Because, remarkably, Linda — with her husband Stuart — found herself in a place they could never have imagined, othering is over for them. For the moment, she throws herself into the campaign. With extraordinary aplomb. As someone else attending its recent press conference said to me later.
‘Such composure and fluency. After what she’s gone through it’s remarkable. Her daughter would be proud of her. I’m sure she is, in fact.’
But how will Linda live, in the everyday sense? After every encounter, I’ve had with her since that moment, I’ve come away with that question reverberating. And another, she asked me one sunny day in Kelvingrove Park a month or so after it happened. How does she find joy again? It seems impossible. Yet she does. Not the sort of joy she ever dreamt would be hers. But a kind of joy nonetheless. Just two days ago she tweeted.
‘I have spent the morning with Margaret, the mum of Michael. Michael was Katie’s victim, who is doing so well. We talked and laughed and strengthened our growing friendship. What a testament to forgiveness and kindness. It would have meant the world to Katie Allan.’

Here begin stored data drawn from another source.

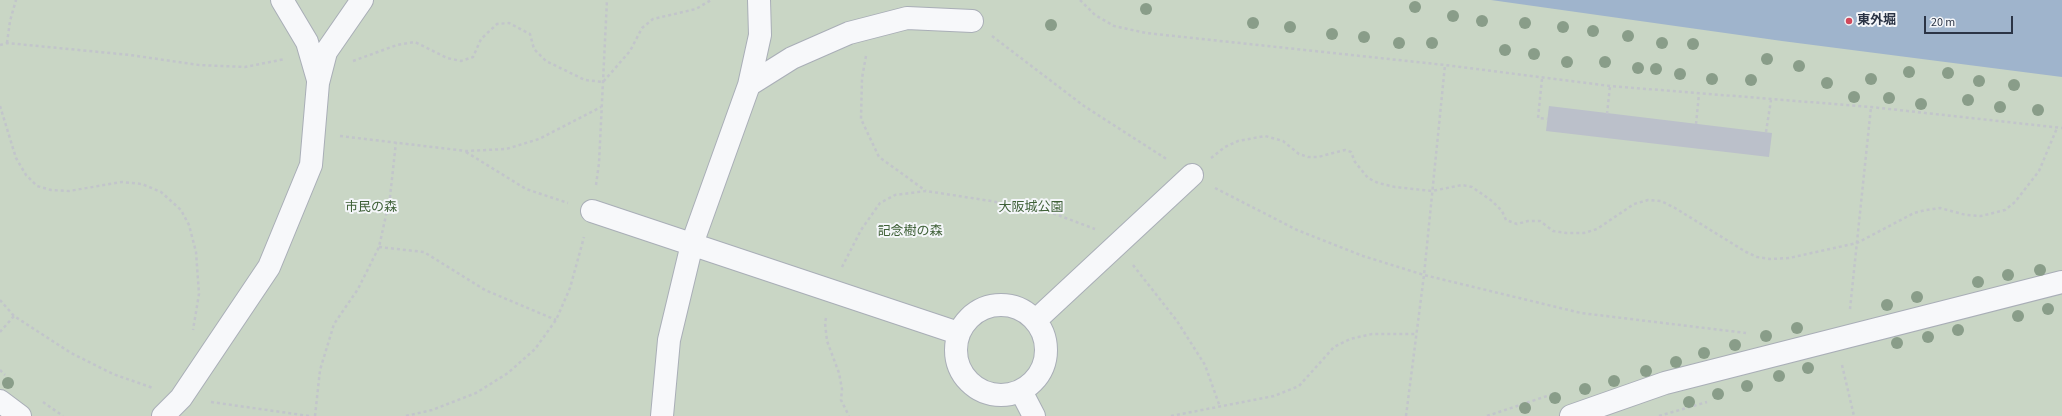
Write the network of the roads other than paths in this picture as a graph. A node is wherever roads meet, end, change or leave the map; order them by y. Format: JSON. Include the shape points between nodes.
{"nodes":[{"id":1,"x":282,"y":0,"type":"edge"},
{"id":2,"x":362,"y":0,"type":"edge"},
{"id":3,"x":759,"y":0,"type":"edge"},
{"id":4,"x":972,"y":21,"type":"road end"},
{"id":5,"x":317,"y":50,"type":"junction"},
{"id":6,"x":749,"y":85,"type":"junction"},
{"id":7,"x":1192,"y":175,"type":"road end"},
{"id":8,"x":592,"y":211,"type":"road end"},
{"id":9,"x":692,"y":244,"type":"junction"},
{"id":10,"x":2062,"y":282,"type":"edge"},
{"id":11,"x":1036,"y":320,"type":"junction"},
{"id":12,"x":958,"y":333,"type":"junction"},
{"id":13,"x":1021,"y":391,"type":"junction"},
{"id":14,"x":0,"y":400,"type":"edge"},
{"id":15,"x":20,"y":416,"type":"edge"},
{"id":16,"x":163,"y":416,"type":"edge"},
{"id":17,"x":662,"y":416,"type":"edge"},
{"id":18,"x":1034,"y":416,"type":"edge"},
{"id":19,"x":1571,"y":416,"type":"edge"}],
"edges":[{"from":1,"to":5,"type":"street","via":[[307,42]]},
{"from":2,"to":5,"type":"street"},
{"from":3,"to":6,"type":"street","via":[[760,35]]},
{"from":4,"to":6,"type":"street","via":[[907,18],[849,33],[792,58]]},
{"from":5,"to":16,"type":"street","via":[[318,83],[311,165],[269,267],[181,398]]},
{"from":6,"to":9,"type":"street"},
{"from":7,"to":11,"type":"street"},
{"from":8,"to":9,"type":"street"},
{"from":9,"to":12,"type":"street"},
{"from":9,"to":17,"type":"street","via":[[669,340]]},
{"from":10,"to":19,"type":"street","via":[[1665,383]]},
{"from":11,"to":12,"type":"street","via":[[1021,308],[997,304],[985,307],[968,317]]},
{"from":11,"to":13,"type":"street","via":[[1045,338],[1046,359],[1037,378]]},
{"from":12,"to":13,"type":"street","via":[[955,351],[959,368],[970,384],[985,393],[1003,396]]},
{"from":13,"to":18,"type":"street"},
{"from":14,"to":15,"type":"street"}]}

This is Linda’s life now. She has spent much of it so far in public service — with, and for, people with learning disabilities — a more passionate and dedicated public servant you couldn’t hope to meet. But even she would admit that she used to walk away from policies and practices back into the relative comfort — for all its trial and tribulations — of her own life.

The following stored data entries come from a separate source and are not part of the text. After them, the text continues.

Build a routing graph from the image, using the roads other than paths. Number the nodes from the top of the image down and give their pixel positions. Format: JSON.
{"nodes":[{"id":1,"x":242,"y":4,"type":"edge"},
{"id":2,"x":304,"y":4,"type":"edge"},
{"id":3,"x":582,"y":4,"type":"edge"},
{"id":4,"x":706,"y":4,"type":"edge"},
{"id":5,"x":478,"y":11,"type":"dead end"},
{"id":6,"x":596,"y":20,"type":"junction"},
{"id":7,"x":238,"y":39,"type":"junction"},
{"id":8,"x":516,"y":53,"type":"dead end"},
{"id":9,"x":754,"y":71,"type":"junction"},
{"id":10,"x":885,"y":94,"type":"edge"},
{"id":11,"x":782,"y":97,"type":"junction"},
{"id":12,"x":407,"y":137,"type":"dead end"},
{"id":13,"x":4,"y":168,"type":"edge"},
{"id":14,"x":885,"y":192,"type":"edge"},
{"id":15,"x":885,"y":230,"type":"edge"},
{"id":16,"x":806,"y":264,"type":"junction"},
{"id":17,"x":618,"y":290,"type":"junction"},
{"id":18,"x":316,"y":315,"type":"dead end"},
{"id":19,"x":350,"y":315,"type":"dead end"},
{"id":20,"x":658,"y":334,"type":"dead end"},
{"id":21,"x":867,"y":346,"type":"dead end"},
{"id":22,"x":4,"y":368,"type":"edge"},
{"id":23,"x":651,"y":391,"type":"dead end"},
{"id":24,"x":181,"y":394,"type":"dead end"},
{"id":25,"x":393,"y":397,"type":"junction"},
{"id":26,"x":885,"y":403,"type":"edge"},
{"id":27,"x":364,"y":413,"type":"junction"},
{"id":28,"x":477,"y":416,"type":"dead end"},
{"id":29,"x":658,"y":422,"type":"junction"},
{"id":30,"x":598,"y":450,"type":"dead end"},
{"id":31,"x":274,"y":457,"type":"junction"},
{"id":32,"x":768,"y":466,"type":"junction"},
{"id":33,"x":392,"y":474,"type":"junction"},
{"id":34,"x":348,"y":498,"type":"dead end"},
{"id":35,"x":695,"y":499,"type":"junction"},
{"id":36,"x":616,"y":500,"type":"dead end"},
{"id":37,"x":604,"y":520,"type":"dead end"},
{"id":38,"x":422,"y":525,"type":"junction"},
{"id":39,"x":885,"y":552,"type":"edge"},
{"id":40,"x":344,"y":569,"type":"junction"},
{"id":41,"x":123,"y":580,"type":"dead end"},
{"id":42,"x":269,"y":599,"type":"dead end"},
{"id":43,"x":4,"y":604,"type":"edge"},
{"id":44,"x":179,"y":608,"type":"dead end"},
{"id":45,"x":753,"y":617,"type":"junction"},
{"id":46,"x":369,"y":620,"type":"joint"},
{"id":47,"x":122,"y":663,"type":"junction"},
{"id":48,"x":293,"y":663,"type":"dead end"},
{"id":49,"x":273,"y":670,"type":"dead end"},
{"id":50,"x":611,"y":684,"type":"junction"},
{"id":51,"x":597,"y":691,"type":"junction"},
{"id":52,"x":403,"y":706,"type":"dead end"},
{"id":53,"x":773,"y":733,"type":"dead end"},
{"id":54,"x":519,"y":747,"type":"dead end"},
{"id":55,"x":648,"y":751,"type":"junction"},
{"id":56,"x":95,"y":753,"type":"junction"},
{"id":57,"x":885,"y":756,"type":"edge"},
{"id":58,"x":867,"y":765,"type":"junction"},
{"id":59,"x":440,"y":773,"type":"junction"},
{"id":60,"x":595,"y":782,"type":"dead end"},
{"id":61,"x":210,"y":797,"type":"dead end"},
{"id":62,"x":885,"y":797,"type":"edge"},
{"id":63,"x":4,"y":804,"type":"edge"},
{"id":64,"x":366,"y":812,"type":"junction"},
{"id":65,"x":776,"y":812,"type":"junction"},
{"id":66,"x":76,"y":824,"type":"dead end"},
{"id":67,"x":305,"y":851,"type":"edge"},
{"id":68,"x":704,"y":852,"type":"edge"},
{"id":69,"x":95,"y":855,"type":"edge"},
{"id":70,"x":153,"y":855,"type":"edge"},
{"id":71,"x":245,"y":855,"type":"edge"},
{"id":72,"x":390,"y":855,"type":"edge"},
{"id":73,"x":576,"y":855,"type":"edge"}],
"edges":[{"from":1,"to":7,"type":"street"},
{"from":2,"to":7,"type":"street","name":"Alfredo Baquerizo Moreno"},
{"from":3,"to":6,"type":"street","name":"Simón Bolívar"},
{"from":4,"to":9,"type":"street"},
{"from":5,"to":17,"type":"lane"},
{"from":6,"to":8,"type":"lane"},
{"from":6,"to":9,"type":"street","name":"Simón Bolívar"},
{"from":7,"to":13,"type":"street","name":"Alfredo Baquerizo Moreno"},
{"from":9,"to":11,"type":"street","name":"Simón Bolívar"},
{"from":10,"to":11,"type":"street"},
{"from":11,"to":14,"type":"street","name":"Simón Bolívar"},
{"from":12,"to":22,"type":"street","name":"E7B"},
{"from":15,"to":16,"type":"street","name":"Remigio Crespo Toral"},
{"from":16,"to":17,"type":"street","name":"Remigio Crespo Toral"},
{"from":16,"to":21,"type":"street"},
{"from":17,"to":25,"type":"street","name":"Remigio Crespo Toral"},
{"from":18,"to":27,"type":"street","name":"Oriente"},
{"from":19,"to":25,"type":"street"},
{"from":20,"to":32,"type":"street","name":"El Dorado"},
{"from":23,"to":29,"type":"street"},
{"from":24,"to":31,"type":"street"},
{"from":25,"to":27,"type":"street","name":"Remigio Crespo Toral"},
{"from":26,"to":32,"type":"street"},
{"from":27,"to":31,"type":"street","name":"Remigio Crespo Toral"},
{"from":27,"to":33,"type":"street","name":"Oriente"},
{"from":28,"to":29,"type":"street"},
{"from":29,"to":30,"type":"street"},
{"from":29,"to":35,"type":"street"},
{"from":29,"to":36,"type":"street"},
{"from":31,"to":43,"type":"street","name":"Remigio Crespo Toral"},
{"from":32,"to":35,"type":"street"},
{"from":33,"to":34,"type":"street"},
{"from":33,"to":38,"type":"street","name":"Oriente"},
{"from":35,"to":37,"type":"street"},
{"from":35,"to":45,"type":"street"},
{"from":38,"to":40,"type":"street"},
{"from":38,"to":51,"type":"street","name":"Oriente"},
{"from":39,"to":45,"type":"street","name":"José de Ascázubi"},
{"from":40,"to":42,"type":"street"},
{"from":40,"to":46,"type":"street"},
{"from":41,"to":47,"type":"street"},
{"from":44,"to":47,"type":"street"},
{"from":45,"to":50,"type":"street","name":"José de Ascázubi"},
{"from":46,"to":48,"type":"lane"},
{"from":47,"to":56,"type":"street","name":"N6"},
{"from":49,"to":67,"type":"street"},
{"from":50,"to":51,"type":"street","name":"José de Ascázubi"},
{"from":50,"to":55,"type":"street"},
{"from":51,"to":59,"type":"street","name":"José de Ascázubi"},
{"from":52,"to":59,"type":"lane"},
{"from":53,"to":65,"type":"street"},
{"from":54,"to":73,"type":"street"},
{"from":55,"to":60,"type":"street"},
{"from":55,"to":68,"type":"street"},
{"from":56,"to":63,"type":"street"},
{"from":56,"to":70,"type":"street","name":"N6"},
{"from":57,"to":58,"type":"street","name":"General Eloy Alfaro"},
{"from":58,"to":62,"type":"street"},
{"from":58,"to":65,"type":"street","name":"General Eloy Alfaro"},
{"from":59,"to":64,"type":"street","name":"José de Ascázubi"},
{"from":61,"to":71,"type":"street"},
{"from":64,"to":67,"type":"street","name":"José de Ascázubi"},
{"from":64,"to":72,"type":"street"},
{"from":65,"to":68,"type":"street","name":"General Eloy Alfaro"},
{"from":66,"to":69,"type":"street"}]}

No more. Not from this story. This is hers. And in the most tangential and minuscule way, it’s in my life, too. Yet I still could — if I let myself — read about William’s life and ‘other’ it because his mother was not my friend. Nor ever likely to be. But, whatever becomes of her campaign, Linda can’t do that ever again. And so neither should I.
Shamefully, some of the chatter around the commentary on Katie and William’s deaths has sought to turn on the families. In Linda and Stuart’s case, snide accusations about their middle-classness. In the case of William’s mother, the charge that she, while grieving, is seeking to profit from her son’s tragic demise.

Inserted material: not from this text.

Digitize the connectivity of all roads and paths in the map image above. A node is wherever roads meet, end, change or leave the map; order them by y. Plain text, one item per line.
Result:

But at its core, her experience is no different from Linda’s. When William first poked his head into the world 16 years before he died, this is not what she wanted. Because her own life has been blighted by misfortune, the circumstances of his death were, perhaps, more knowable for her than they might have been for Linda, of Katie’s. But her grief isn’t diminished by that. If anything, the reverse is true.
None of us should read these stories and think for a moment that they are only about other lives or other people’s responsibilities. There but for the grace of God, go we. Most of us are fortunate enough not to be in the system. And there are those in positions of power who will be called to account when things go wrong for people who are. People who must listen, and learn and take action. Rather them than me. Power comes at a price. It isn’t the innumerable price Linda has paid, nor William’s mother. But it’s unenviable even so.
And meanwhile, we can wipe our tears and shake our heads and get on with the day. Just as we can ‘other’ the lives lost, we can ‘other’ the responsibility for them too. But it is surely impossible to come away from these stories without realising they are — in fact — about us. In a democratic society which trumpets social justice, such human calamity cannot only be about those left behind in the private sphere — or those who have to deal with the consequences in the public realm.
If we want to stop reading these stories, we must know, they are about us.